Night Hikes

Sunset at Baker Canyon

Sunset at Baker Canyon

The sun had set behind the rocks at the point where Baker Canyon meets Santiago Creek. A whitish glow lingered in the west. Against this a bat appeared and pumped its wings. The hike leader pointed at it. Mexican Free taileds were known to roost near here at a place called the “Bat Bridge”. I looked to see if it had a tail. It flew overhead and became lost in the darkness.

Three nights later we saw another one on the Hicks Haul Road. A 12 year old boy spotted this one. The little Chiropteran had sneaked up on us. I saw it for only a few seconds. “Did it have a tail?” I asked.

“They only have little tiny tails,” said Gretchen (of Agua Chinon fame). She held out her fingers maybe an inch and a half wide to show me.

I laughed and did not take offense. Bats were not the main reason for these twilight hikes. We gathered first in Black Star Canyon Wilderness Park on a Saturday night to walk under the full moon. The planetoid did not disappoint us. It leaped out of the east right at the start of our walk. The organizers had asked us to bring only red flashlights so that we would not ruin our night vision. I had carefully wrapped the lenses of our wind-up flashlights in cellophane before we got there, but Lynn had lost hers. The moonlight made up for the deficit, however. Colors faded as the light of the day disappeared, but we could make out forms. Except for crossing a rocky, dry creek, I didn’t use my flashlight. The road was mostly smooth and my feet were certain.

We walked in the dimming light for about two miles. The route would have been unbearable in the daytime, but the lack of shade did not bother us. The docent pointed out interesting geological features, chaparral vegetation, and some runny coyote scat. The single hill wasn’t memorable. We stopped at a road blockade where we photographed the brash moon before going back the same way we came.

Our mission on the second hike was to observe the Perseid meteor shower. 25 people had registered, but only eight made the actual trek.

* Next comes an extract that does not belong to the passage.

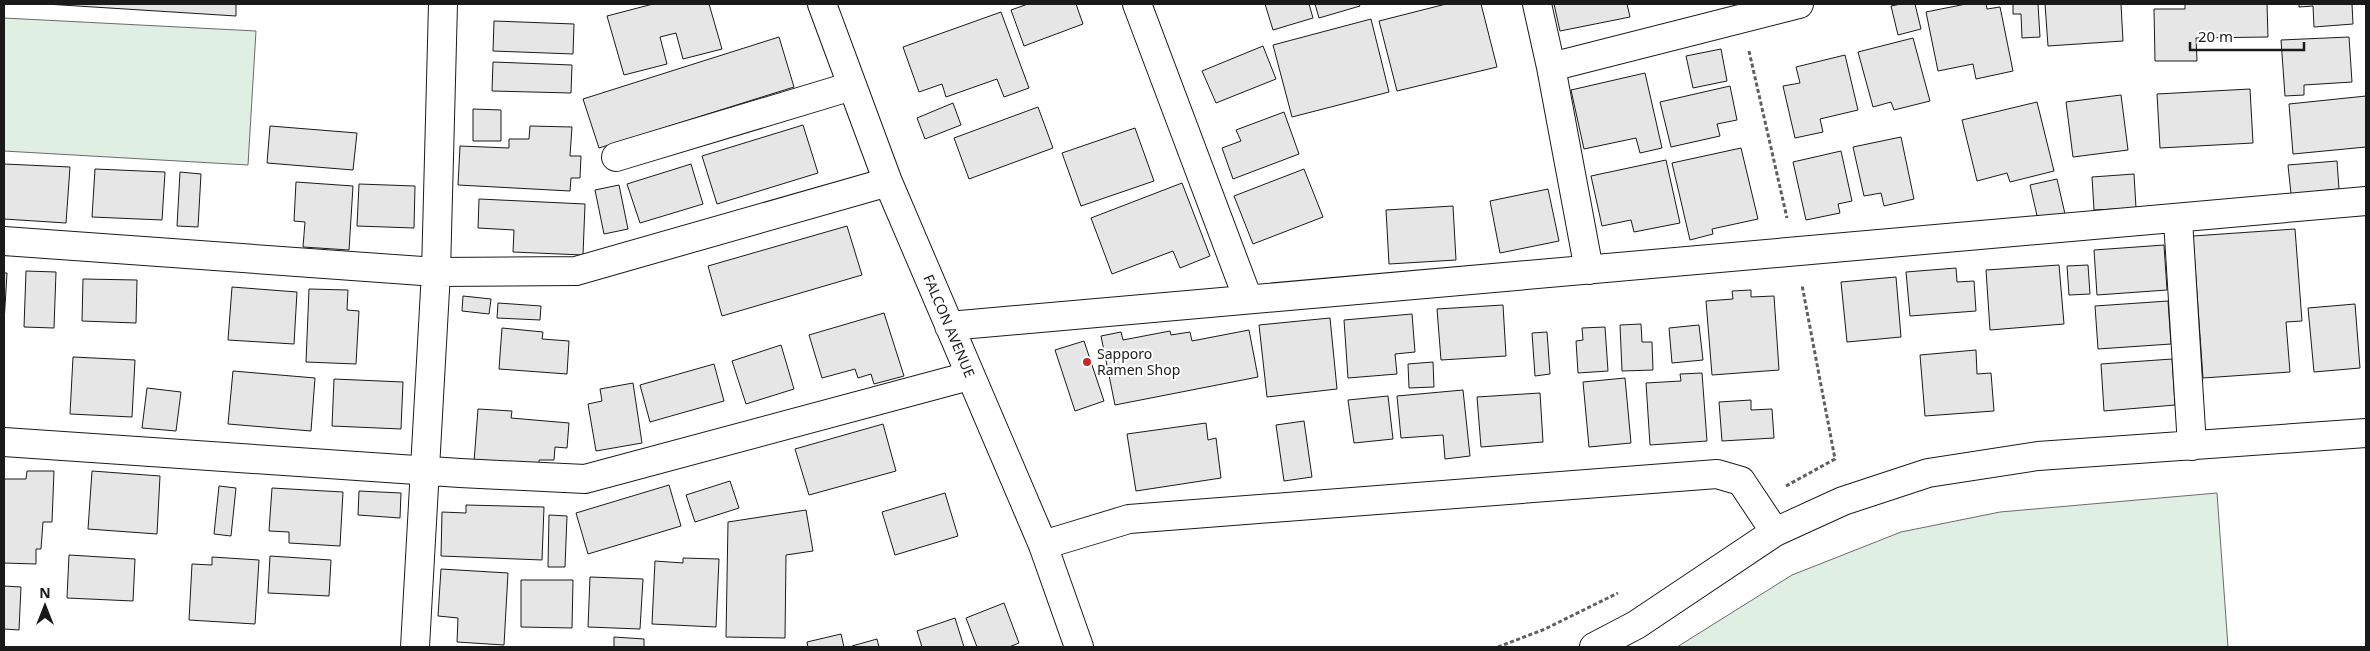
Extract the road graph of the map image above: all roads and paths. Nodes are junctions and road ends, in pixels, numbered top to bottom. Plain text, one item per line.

The start of our walk on the Hicks Haul Trail skirted some rock formations which Michael (also of Agua Chinon fame) told me were of the same Sespe formation as the Sinks farther to the east in Limestone Canyon Wilderness Park. They had no name. I mentioned my interest in seeing them during the day so that I could photograph them. The guides invited me to some regular walks along the same route that took place in the early evening. I gathered that it was an easy walk which let you set your own pace. I studied the scarps as long as the light let me.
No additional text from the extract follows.